20. March 2014.00:00
The Hague Tribunal trial chamber rejected a prosecution request to reopen its evidence hearing against Radovan Karadzic - to present evidence of a mass grave near Prijedor - saying it would prolong the trial unnecessarily.

This post is also available in: Bosnian

Presiding Judge O-Gon Kwon said the court turned down the request “given the very late stage of the trial and the delay it would cause to the overall completion of the proceedings”.

The prosecution at the trial of Radovan Karadzic finished its evidence hearing in May 2012. It asked to reopen its evidence hearing in order to present forensic evidence about 275 complete and 118 incomplete bodies found in the Tomasica mass grave near Prijedor last year.

The prosecution said this extra evidence would be significant in proving the Bosnian Serb authorities’ “planning and intentions related to attacks on villages in Prijedor municipality and the operation of the camps”.

Karadzic, the former Bosnian Serb president, opposed the proposal. As not all the forensic evidence was complete, its introduction as evidence should not be allowed, he said.

Judge Kwon decided that the value of the proposed evidence was indeed “speculative”, as the forensic evidence from Tomasica had not been completed.
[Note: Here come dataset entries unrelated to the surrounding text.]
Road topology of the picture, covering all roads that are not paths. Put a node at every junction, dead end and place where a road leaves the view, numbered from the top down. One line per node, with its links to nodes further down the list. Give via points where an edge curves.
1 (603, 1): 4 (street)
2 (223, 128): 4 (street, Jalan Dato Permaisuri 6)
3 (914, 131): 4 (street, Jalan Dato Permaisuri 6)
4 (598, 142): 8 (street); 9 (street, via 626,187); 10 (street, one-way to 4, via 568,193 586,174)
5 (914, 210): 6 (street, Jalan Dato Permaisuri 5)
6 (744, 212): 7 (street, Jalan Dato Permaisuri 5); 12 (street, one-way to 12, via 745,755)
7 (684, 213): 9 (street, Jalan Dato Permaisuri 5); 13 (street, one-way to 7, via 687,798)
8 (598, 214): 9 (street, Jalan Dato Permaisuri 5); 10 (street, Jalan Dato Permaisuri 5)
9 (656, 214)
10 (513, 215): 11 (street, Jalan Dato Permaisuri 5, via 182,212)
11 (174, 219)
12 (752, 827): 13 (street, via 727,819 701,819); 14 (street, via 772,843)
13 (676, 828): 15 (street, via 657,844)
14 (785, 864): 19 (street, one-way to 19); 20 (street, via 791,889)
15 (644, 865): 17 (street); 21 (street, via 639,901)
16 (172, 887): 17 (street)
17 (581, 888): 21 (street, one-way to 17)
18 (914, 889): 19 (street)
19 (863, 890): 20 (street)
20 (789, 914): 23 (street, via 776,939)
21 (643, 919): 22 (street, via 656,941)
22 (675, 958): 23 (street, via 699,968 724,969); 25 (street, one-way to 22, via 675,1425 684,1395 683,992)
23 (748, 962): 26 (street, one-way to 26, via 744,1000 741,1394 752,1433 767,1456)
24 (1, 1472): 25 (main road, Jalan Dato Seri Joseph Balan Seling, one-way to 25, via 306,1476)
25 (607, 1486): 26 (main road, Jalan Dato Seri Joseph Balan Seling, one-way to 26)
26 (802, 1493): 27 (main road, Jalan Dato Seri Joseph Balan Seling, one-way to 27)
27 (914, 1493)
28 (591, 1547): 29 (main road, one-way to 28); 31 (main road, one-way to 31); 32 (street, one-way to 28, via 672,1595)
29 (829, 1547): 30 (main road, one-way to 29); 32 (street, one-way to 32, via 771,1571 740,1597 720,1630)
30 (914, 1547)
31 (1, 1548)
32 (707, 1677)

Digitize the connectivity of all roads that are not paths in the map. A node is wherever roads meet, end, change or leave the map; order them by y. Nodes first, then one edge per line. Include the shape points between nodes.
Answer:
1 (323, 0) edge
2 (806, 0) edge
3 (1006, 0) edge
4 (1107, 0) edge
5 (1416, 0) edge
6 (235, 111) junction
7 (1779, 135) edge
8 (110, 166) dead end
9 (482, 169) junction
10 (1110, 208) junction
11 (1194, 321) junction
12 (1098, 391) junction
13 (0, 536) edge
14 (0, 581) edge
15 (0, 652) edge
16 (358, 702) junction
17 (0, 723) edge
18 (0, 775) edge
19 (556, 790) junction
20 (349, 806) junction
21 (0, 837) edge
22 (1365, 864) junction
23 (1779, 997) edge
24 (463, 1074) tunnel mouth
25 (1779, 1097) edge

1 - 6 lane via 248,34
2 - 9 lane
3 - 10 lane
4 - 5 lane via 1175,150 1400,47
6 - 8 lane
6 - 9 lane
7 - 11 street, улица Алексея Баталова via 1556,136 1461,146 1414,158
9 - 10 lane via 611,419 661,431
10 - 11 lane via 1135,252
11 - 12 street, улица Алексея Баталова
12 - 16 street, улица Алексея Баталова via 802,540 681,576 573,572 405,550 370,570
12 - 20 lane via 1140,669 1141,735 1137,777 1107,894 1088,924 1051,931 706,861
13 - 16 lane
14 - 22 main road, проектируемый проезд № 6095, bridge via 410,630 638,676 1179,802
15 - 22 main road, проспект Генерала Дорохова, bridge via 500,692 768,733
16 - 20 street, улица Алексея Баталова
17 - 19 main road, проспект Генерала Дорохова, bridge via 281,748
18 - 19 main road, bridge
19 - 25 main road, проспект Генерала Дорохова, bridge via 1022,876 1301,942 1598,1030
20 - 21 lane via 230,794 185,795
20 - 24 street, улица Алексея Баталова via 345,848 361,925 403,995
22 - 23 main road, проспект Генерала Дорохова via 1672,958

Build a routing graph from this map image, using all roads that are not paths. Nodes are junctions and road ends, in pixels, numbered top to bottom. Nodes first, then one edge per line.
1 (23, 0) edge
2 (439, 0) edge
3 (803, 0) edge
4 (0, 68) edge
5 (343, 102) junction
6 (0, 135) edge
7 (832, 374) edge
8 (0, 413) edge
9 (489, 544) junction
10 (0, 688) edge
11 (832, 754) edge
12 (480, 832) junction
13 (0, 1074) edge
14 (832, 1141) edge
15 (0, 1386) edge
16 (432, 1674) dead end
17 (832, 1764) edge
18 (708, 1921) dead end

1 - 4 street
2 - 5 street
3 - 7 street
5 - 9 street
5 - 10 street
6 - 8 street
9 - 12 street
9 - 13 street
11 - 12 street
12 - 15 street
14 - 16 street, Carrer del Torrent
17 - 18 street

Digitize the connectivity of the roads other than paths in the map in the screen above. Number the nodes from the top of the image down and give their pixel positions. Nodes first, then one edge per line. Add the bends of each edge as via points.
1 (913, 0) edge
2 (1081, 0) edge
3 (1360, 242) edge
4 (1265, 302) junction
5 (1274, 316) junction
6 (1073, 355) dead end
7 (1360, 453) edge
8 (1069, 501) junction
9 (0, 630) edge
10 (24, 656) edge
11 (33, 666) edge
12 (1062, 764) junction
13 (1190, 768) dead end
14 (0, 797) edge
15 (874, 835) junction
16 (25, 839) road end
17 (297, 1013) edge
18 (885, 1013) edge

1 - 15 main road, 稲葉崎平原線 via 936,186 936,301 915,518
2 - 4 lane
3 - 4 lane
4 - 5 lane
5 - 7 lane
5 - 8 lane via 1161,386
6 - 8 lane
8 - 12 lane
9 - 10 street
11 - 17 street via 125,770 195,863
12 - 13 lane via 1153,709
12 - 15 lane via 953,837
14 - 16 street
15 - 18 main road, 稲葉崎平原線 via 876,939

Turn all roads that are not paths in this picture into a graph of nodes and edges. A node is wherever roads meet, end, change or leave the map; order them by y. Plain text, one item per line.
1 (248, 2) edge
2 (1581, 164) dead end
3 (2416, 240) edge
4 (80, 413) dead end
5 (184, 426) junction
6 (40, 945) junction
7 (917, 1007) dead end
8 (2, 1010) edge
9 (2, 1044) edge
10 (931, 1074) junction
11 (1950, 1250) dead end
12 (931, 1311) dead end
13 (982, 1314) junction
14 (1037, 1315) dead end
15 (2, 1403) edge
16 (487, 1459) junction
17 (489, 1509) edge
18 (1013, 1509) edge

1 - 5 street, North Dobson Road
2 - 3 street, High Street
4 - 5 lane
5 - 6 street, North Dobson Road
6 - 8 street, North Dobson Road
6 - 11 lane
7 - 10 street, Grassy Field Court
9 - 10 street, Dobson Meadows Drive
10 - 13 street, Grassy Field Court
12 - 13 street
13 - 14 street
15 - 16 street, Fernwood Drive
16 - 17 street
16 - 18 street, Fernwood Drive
He also added that re-opening the case would prompt a request from Karadzic to present other evidence in rejoinder, meaning additional time needed for his preparations, which would result in more than “a minimal amount of additional time to the trial”.

Karadzic is on trial for genocide in Srebrenica and seven other municipalities, one of which is Prijedor, persecution of Bosniaks and Croats, terrorizing Sarajevo citizens and taking UN peacekeepers hostage. His trial started in 2009.